**What to work on**
In the listing below, pick out lines with "JSON".

**Data supplied**
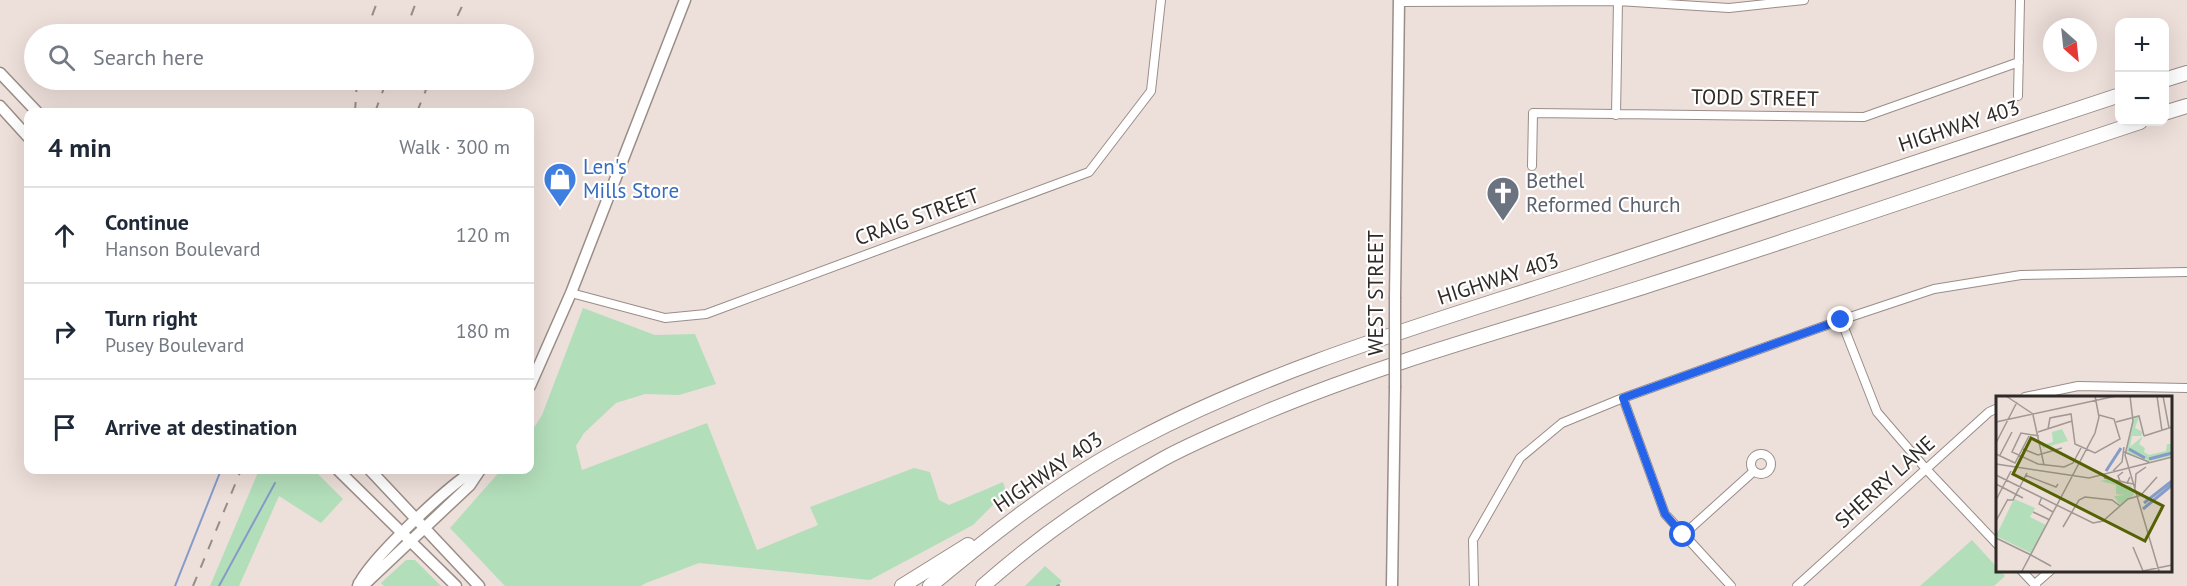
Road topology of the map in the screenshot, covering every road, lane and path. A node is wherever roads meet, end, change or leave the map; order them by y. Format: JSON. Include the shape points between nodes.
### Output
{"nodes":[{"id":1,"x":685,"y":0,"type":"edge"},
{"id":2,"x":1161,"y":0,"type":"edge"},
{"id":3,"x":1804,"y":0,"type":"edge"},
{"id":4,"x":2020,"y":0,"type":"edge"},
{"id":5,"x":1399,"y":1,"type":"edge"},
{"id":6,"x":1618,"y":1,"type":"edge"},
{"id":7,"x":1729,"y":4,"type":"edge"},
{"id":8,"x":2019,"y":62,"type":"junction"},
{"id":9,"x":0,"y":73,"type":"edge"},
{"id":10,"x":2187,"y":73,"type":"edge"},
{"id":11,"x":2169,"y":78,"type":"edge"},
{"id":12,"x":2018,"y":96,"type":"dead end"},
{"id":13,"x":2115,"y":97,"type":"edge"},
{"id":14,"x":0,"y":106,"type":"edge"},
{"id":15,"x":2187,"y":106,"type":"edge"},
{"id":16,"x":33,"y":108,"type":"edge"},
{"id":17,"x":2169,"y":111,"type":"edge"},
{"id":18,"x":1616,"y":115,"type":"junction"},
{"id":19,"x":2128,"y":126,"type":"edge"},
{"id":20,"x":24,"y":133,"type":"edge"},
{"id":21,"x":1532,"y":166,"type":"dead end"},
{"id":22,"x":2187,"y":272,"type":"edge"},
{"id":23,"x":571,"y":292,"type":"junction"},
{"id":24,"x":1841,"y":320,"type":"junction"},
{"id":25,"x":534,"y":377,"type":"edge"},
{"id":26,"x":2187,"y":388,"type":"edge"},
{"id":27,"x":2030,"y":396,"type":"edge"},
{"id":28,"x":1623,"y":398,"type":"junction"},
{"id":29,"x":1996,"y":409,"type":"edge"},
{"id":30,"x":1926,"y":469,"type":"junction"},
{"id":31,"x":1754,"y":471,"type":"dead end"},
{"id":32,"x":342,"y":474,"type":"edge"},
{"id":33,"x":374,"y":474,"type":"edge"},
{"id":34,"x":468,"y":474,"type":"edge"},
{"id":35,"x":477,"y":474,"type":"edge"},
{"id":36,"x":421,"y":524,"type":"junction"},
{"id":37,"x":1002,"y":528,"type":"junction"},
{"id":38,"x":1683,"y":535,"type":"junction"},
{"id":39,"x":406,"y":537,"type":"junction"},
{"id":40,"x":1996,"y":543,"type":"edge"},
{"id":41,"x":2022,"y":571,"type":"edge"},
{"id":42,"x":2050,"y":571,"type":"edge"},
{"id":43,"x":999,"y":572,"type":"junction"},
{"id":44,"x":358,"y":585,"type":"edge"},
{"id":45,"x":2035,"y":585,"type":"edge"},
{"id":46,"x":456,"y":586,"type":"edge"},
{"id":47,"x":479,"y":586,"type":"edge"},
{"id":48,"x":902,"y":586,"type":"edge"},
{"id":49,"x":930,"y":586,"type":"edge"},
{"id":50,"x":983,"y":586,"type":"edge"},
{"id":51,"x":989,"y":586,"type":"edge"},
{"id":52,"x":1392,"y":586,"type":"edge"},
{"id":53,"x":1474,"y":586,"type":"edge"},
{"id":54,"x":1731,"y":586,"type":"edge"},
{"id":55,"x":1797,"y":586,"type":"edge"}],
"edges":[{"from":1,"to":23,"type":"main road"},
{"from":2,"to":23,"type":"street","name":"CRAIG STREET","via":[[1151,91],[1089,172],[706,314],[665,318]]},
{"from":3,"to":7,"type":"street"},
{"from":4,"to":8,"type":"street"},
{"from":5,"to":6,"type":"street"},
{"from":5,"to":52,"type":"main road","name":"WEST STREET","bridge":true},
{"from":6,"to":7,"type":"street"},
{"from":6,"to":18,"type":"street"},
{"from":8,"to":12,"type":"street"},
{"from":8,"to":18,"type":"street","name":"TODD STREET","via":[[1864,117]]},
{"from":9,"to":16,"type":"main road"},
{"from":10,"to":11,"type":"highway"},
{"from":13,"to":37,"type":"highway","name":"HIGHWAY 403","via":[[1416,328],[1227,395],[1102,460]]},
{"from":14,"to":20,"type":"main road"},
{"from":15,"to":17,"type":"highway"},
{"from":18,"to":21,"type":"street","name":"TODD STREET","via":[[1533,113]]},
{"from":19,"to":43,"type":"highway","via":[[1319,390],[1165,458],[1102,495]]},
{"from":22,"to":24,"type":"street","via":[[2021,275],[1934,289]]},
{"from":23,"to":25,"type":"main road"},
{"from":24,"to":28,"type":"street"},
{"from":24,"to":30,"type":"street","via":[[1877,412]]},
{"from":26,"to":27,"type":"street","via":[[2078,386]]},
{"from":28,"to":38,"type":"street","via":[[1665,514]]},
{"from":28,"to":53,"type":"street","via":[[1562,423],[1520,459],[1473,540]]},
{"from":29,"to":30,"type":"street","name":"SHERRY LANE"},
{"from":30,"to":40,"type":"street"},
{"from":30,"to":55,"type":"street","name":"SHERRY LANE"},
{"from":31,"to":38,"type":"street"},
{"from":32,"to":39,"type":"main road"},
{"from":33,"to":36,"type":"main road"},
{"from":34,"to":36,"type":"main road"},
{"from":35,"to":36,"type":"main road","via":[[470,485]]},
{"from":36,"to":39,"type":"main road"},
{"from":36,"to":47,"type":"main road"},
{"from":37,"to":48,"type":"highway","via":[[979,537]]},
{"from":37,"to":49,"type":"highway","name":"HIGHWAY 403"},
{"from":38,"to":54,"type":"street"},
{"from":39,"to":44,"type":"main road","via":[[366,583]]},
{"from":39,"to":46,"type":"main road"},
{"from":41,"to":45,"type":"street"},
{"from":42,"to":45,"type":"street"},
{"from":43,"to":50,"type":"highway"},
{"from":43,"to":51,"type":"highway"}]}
...
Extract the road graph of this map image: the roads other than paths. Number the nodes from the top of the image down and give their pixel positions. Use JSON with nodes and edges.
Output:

**Output**
Road topology of the map in the screenshot, covering every road, lane and path. A node is wherever roads meet, end, change or leave the map; order them by y. Format: JSON. Include the shape points between nodes.
Extract the road graph of this map image: the roads other than paths. Number the nodes from the top of the image down and give their pixel positions. Use JSON with nodes and edges.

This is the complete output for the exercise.